## [Excerpts from a dataset]
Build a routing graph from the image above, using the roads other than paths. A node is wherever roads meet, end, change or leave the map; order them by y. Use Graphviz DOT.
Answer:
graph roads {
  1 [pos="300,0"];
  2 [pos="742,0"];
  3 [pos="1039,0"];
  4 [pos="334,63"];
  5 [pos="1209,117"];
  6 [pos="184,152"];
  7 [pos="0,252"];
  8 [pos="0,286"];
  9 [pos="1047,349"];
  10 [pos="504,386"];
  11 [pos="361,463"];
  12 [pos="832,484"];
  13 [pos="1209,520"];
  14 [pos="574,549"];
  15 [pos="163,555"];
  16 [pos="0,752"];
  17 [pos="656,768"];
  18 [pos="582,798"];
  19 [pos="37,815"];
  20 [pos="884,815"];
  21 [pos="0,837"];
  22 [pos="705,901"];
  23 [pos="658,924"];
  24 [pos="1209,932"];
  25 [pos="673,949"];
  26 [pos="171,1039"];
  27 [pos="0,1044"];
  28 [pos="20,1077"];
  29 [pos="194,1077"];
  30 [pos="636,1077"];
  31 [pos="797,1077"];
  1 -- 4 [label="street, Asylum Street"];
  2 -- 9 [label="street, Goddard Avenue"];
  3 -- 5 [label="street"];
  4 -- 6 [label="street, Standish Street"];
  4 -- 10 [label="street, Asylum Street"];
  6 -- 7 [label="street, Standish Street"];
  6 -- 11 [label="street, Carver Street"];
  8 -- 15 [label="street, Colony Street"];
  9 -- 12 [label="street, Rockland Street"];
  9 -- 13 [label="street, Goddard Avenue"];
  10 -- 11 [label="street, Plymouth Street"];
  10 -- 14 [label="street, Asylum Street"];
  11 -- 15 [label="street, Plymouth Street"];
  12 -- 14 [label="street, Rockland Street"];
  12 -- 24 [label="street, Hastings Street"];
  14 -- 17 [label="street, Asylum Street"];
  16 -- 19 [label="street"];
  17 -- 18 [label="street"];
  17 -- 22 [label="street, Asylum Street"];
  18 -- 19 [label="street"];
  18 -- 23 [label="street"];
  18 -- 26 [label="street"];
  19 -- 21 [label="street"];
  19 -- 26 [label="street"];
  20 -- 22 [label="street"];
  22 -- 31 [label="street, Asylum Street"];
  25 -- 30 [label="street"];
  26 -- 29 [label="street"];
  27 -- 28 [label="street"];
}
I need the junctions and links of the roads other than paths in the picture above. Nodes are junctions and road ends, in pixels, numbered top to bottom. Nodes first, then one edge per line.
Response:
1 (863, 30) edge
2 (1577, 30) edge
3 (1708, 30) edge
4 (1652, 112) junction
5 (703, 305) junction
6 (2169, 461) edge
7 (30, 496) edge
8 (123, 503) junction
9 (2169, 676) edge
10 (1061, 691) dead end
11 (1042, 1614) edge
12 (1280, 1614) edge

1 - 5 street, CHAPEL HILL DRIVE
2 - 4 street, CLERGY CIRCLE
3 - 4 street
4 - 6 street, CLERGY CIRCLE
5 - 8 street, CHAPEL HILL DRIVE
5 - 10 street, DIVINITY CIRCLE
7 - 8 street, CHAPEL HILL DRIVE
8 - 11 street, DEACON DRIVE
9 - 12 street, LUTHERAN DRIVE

## [TO DO]
A single number is the whole answer: how many lines of the records contain the word "other".

## [THE COMPLETED TASK]
2